To this he agreed, and commenced to cut down the wheat, which he tied in bundles and sheafs and laid apart; and God so favored them, that at the time of the harvest, these sheafs which had been cut all green, not only became ripe, but had blossomed and so multiplied that where there had been one there were now two. The owner of the field seeing this, gave thanks to God, who had sent these holy men to him, and gave the whole field to the saint. [Footnote 193]
[Footnote 193: Albert le Grand.]
Thus the toil and intelligence of the monks made the earth render double the ordinary crops, and, conquered by such miracles, the barbarians, who, moreover, did not lose anything, gave willingly all that was asked of them.

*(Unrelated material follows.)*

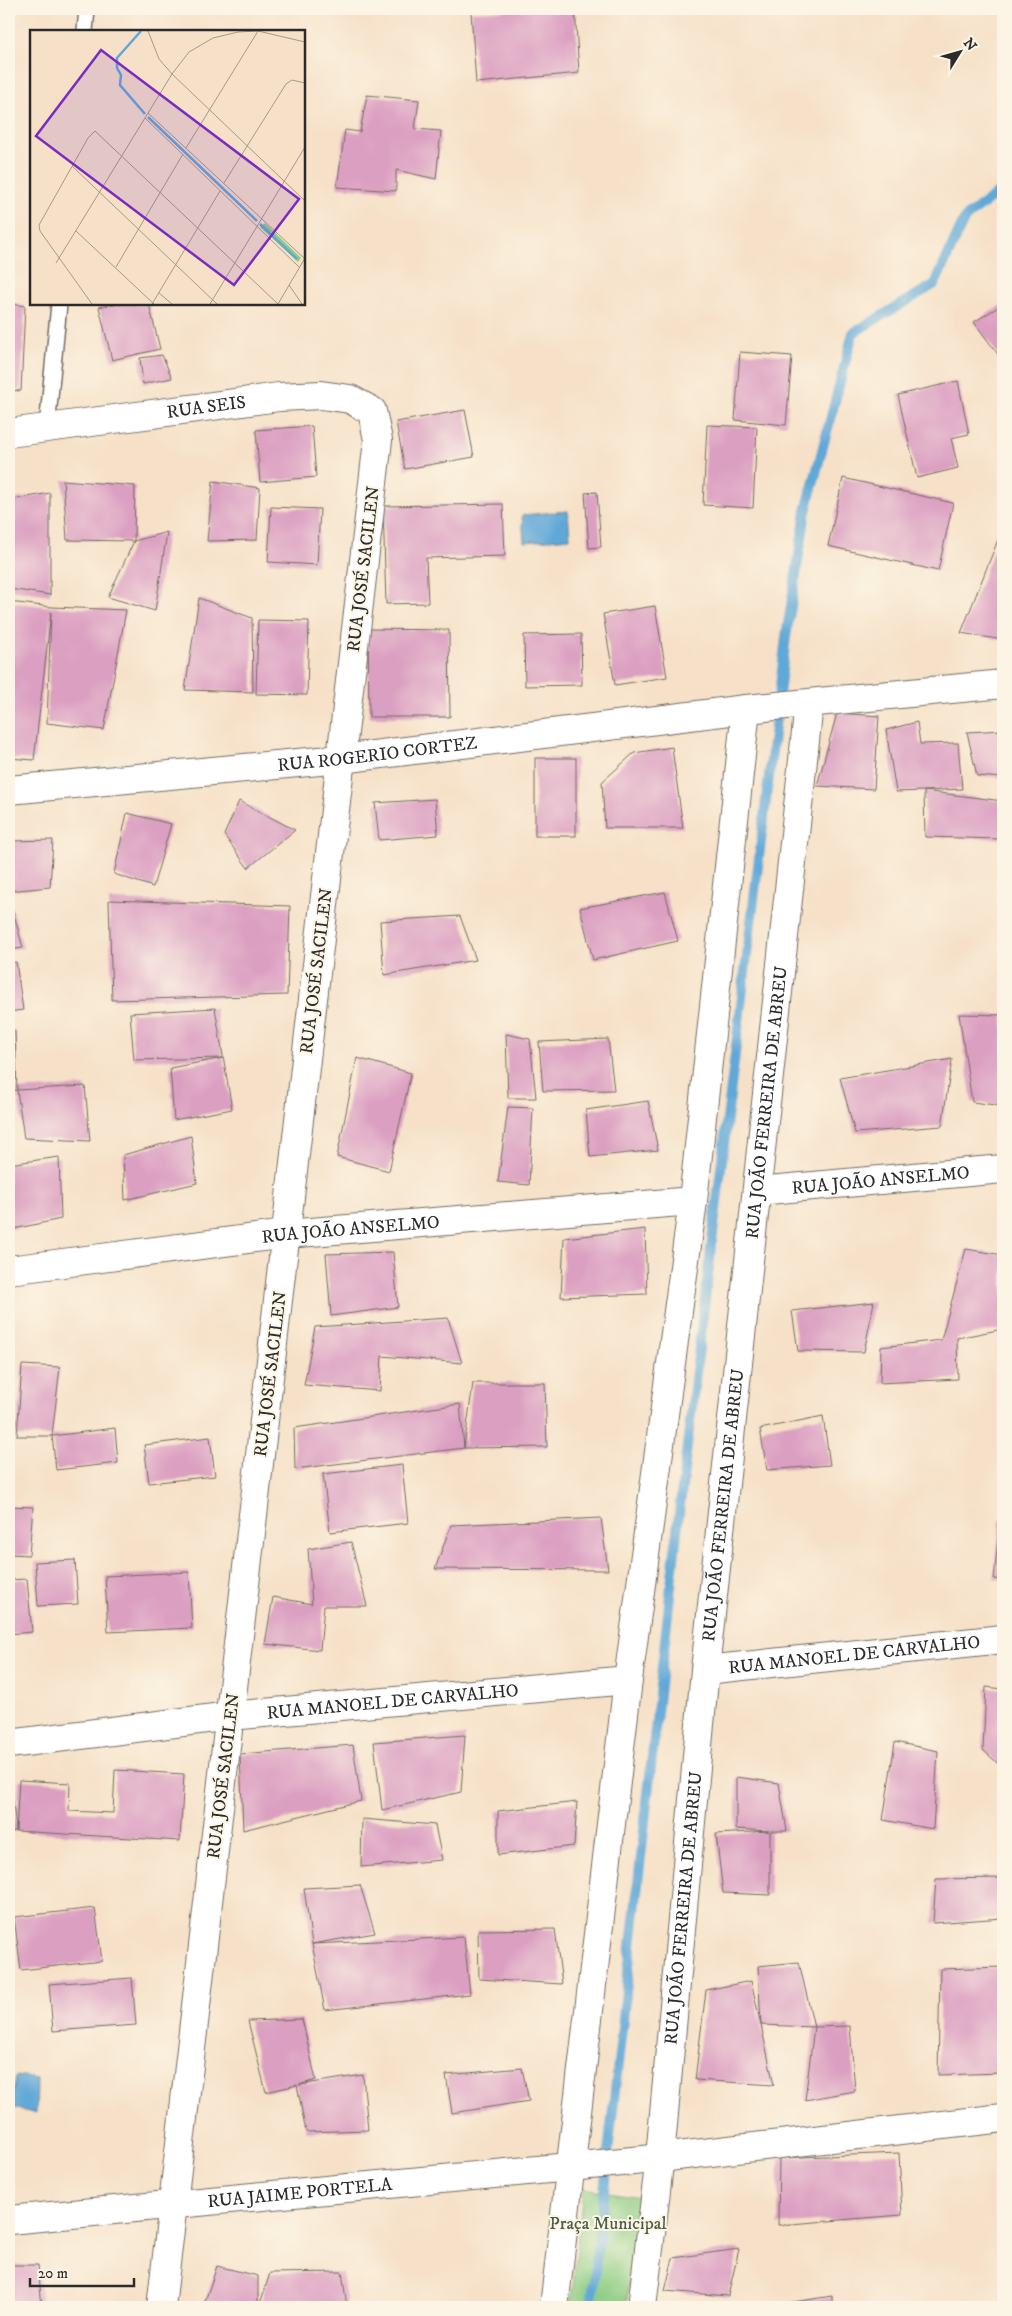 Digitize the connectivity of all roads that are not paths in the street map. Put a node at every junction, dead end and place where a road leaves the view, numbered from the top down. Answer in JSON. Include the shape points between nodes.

The good religious from whom I have borrowed the translation of the preceding narrative even assures us that the proprietor went so far as to promise Hervé to build him a beautiful church at his own expense. This new miracle, however, was only half carried out; for we see Hervé, once the land had been conceded to him, going to work with his disciples to procure the wood necessary for the construction of his church and convent. He made a collection for this end, not only in the country of Léon, but even in the mountains of Aiez, and in Cornwall, visiting the manors of the chiefs and the richest monasteries.

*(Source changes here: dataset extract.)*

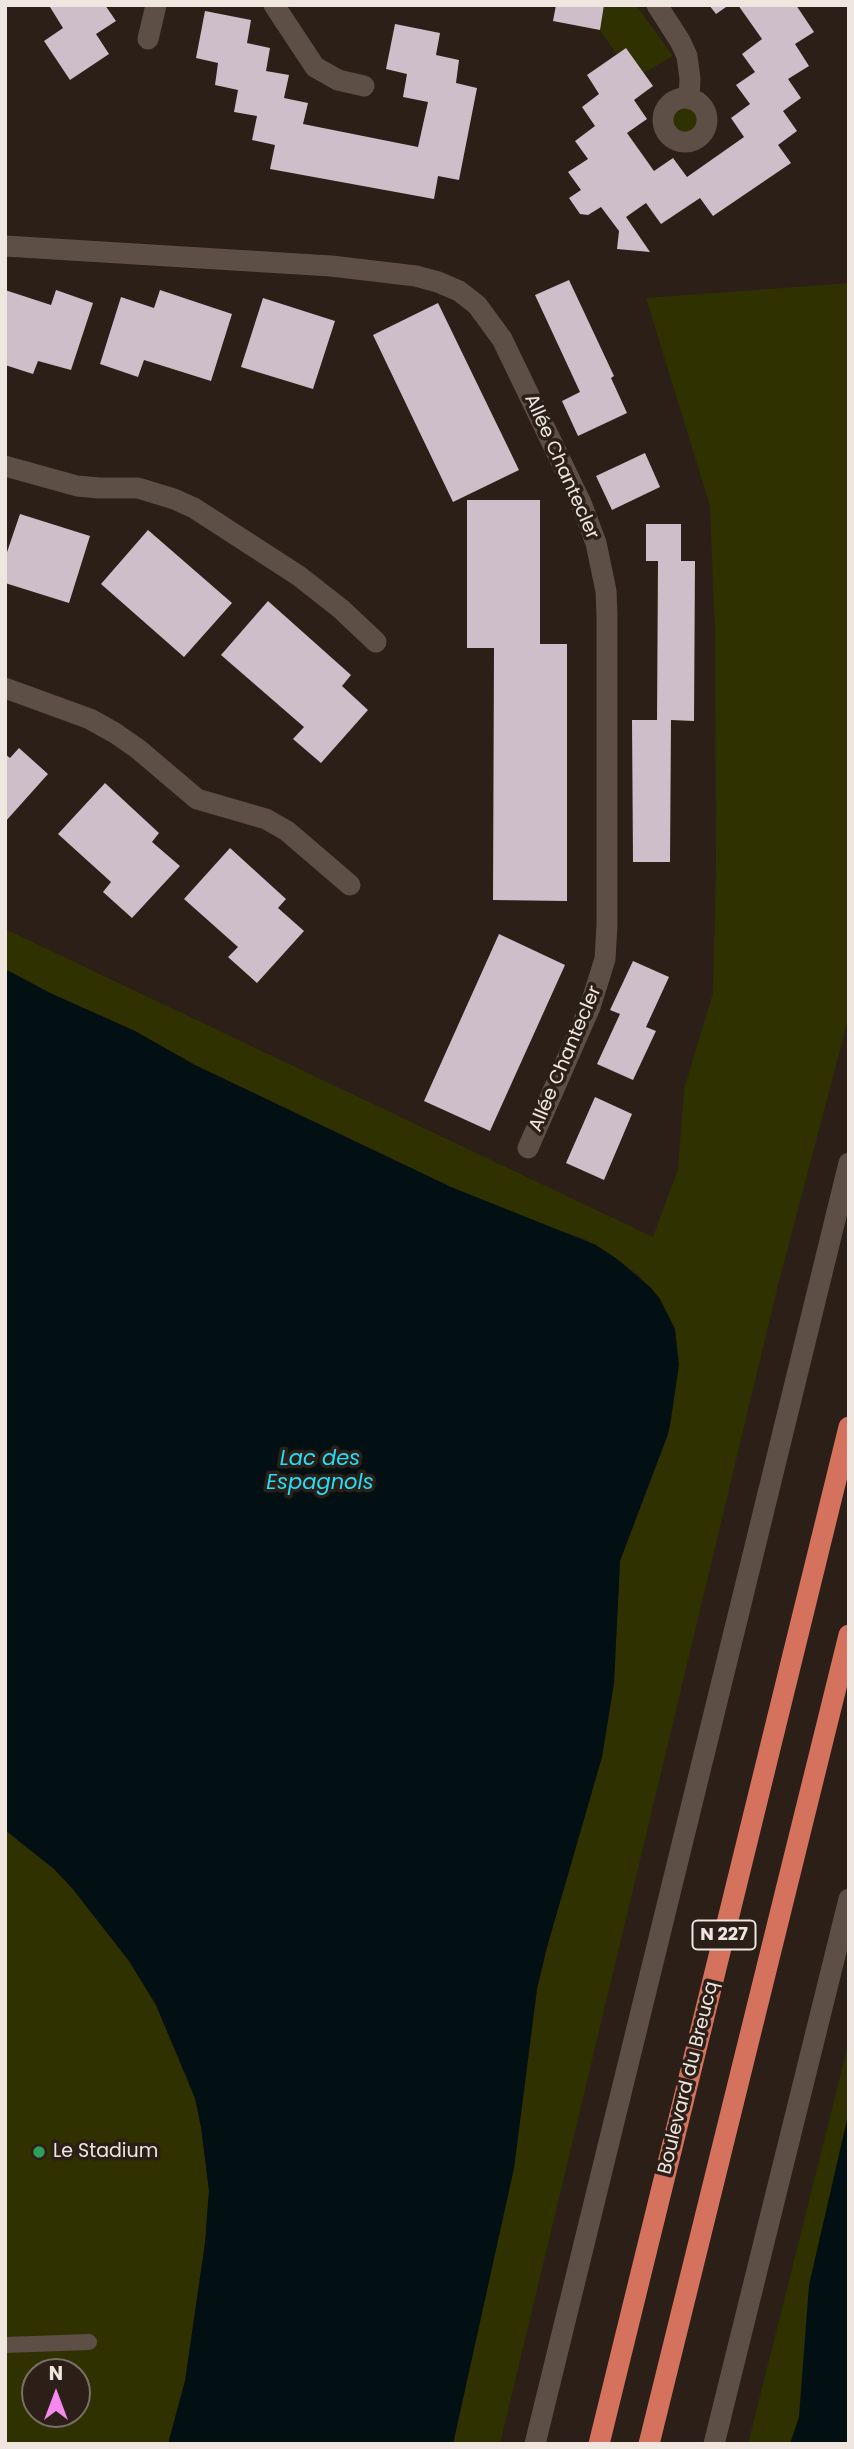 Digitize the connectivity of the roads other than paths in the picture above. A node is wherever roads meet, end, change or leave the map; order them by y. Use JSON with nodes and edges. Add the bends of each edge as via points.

Everywhere, it is said, he was well received, thanks to the benefits that he spread along his passage, and all the nobles to whom he applied caused as many oaks to be cut down for him in their forests, as he desired. It is, however, probable, notwithstanding the assertions of the legendaries, that he found many but little disposed to aid in the building of a Christian church, and that all those whom he visited did not show themselves very eager to cut down the trees, so venerated in Armorica; for in the following century, a council held at Nantes near the year 658, attests that no one dared break a branch or offshoot of one. The legend itself allows us to see imperfectly some stumbling-blocks which the holy architect found in his way; they must have torn his feet as cruelly as those which we have seen him punish by hardening them, in the days when he was a public singer. At first there was a rude chief who passed near him with a great train of men, dogs, and horses, without saluting him, even without looking at him; again there was another who did not believe in his miracles, and said so out loud at supper before a large company, and in the face of the saint. At that same banquet, at the commencement of the repast, while Hervé was singing with the harp to bless the table, a new kind of adversary, the frogs, commenced also to sing, to defy him, to sing their vespers, as a Breton poet explains it, provoking the laughter of the guests. At another banquet, a cup-bearer who was a demon in disguise, one of those who excited to intemperance, to gluttony, to idleness and noise, to discord and quarrels, wishing to kill him, served him, together with the other guests, a beverage the effect of which was to make them cut each other's throats.
This evil spirit followed the holy architect even to the midst of a monastery, with the intention of deceiving him more surely. Taking the form of a monk, he offered his services to help him in building his church.
"What is thy name?" Hervé asked of him.